Un moto popolare che porta in strada «oltre un milione di persone», stando ai promotori. Più dei 700.000 rivendicati nell’analogo raduno dell’ottobre 2018, qualcosa che non si vedeva in Gran Bretagna dalle oceaniche proteste contro la guerra in Iraq di Tony Blair e George W. Bush del 2003. Una folla in carne ed ossa sostenuta dall’esercito virtuale (ma reale) dei quasi 4,5 milioni di sottoscrittori della petizione online al Parlamento per la revoca dell’articolo 50, ossia l’atto di divorzio da Bruxelles, lanciata a costo di qualche minaccia di morte dalla 77enne accademica in pensione Margaret Georgiadou e arrivata a toccare in questi giorni un record assoluto di firme. Partiti di da Hyde Park e sfilati per il centro della capitale attraverso Piccadilly, i partecipanti del corteo si sono infine riversati (almeno quelli che sono riusciti a trovare posto) in Parliament Square, di fronte al palazzo di Westminster.

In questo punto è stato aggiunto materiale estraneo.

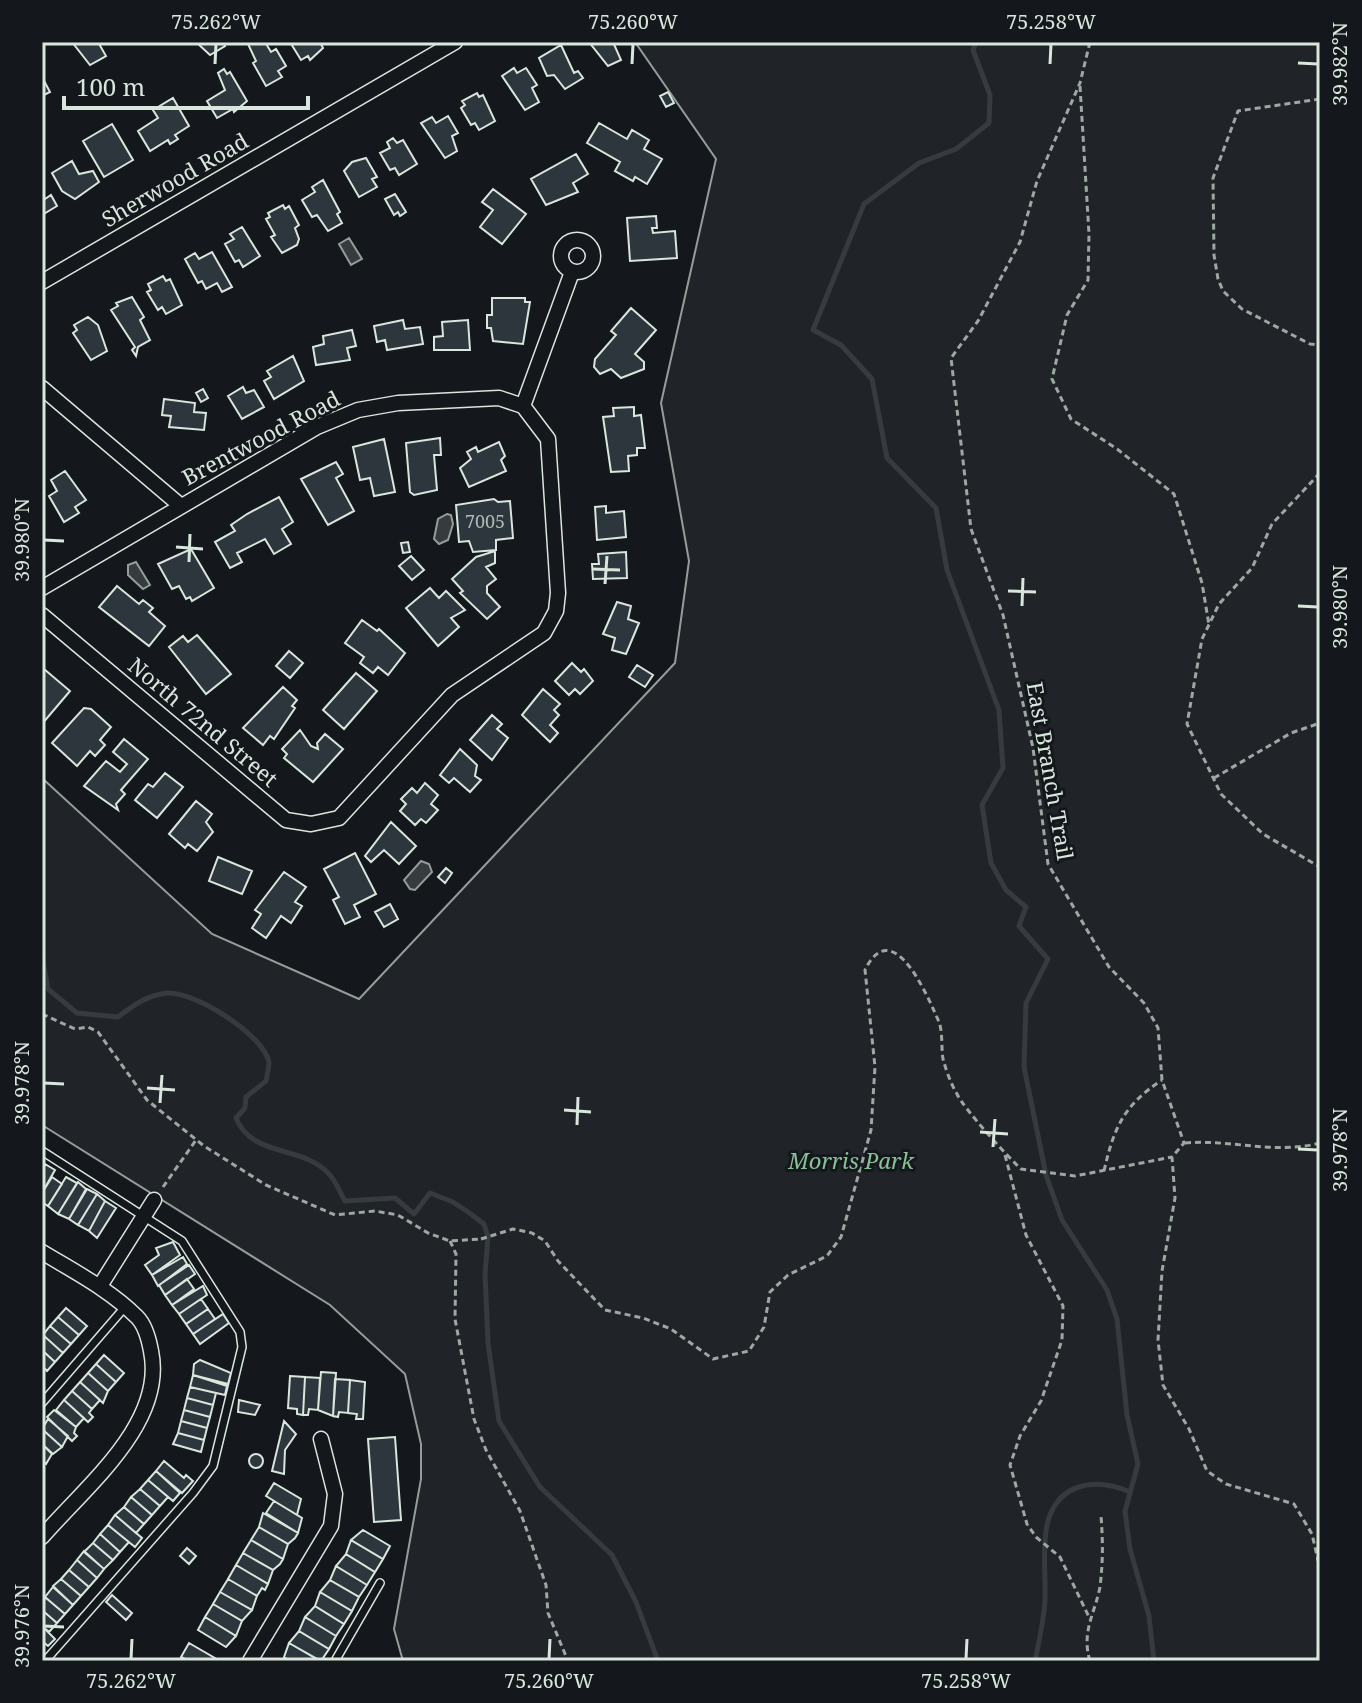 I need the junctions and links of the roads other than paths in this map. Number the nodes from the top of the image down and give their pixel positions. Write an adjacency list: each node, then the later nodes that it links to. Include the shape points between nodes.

Il luogo in cui l’accidentato cammino in direzione della Brexit dovrebbe essere deciso la prossima settimana sullo sfondo di uno stallo e di veti incrociati che peraltro hanno indotto la stessa May, in una lettera inviata ieri sera ai deputati, a non escludere la cancellazione del preannunciato terzo tentativo di ratifica dell’accordo raggiunto con i 27. E a rimettere in gioco tutte le alternative, prima di far scadere il breve rinvio a doppia opzione (22 maggio con approvazione dell’intesa, 12 aprile senza) appena concesso dall’Ue: da quella del temutissimo no deal a quello di passare la palla alla Camera con una serie di «voti indicativi» su piani B di vario tipo. Un groviglio spinosissimo che questa volta potrebbe davvero sfociare anche nelle dimissioni di Theresa May. Secondo uno scenario che Downing Street insiste a smentire, a dispetto delle indiscrezioni del Times o del sito Buzzfeed.
Un groviglio che il popolo di Parliament Square, e il fronte politico trasversale che lo sostiene, ritiene del resto di poter sciogliere in un solo modo: ridando la parola agli elettori. In una sorta di
rivincita referendaria rispetto al responso del giugno 2016 che lady Theresa - e non solo lei - continua a escludere come «un tradimento» della volontà popolare, ma che quanto meno una parte
di popolo mostra per le strade di Londra d’invocare a gran voce. E’ un popolo che ha età e origini diverse (non mancano i non britannici, italiani compresi). Che sventola bandiere dell’Ue,
Union Jack e vessilli scozzesi, all’ombra di un florilegio infinito di slogan: da «Best deal is no Brexit» a «Put it to the People», ma anche a «Amo il socialismo, odio la Brexit».
Fra gli oratori il messaggio è martellante: solo un nuovo Peoplès Vote può farci uscire dal caos. A ripeterlo all’unisono dal palco sono il vice leader del Labour, Tom Watson (presente
con tanti colleghi di partito a differenza del leader Jeremy Corbyn), il conservatore pro Remain Dominic Grieve, il libdem Vince Cable, la pasionaria ex Tory Anna Soubry. O ancora la first minister indipendentista di Scozia, Nicola Sturgeon, che a uscire dal Regno Unito ci starebbe volentieri, ma dall’Ue no.
Molti si rivolgono ai giovani che nel 2016 non ebbero la chance di votare a causa dell’età. Come Calypso Latham, studentessa di scienze 19enne che dice di temere per le sue "prospettive di carriera», fuori dall’Europa. O come un bambino che marcia accanto alla nonna esibendo un cartellone con su scritto a pennarello: «E' il mio futuro che state rovinando». Fra i leader più applauditi, spicca il sindaco di Londra, Sadiq Khan, laburista di radici pachistane e musulmane che nel suo intervento non esita a dichiararsi «orgogliosamente cittadino europeo». «E' tempo di revocare l’articolo 50 e metter fine a questo pasticcio della Brexit», rincara poi via Twitter, sintetizzando un concetto a cui, dalla pancia della piazza, Mike Galsworthy, barbuto ricercatore di casa in Europa, si limita ad aggiungere a un pizzico di pepe: «E' ora di prendere l’articolo 50, schiaffarlo nel secchio dell’immondizia, dar fuoco al secchio e spedirlo con un razzo nucleare nello spazio».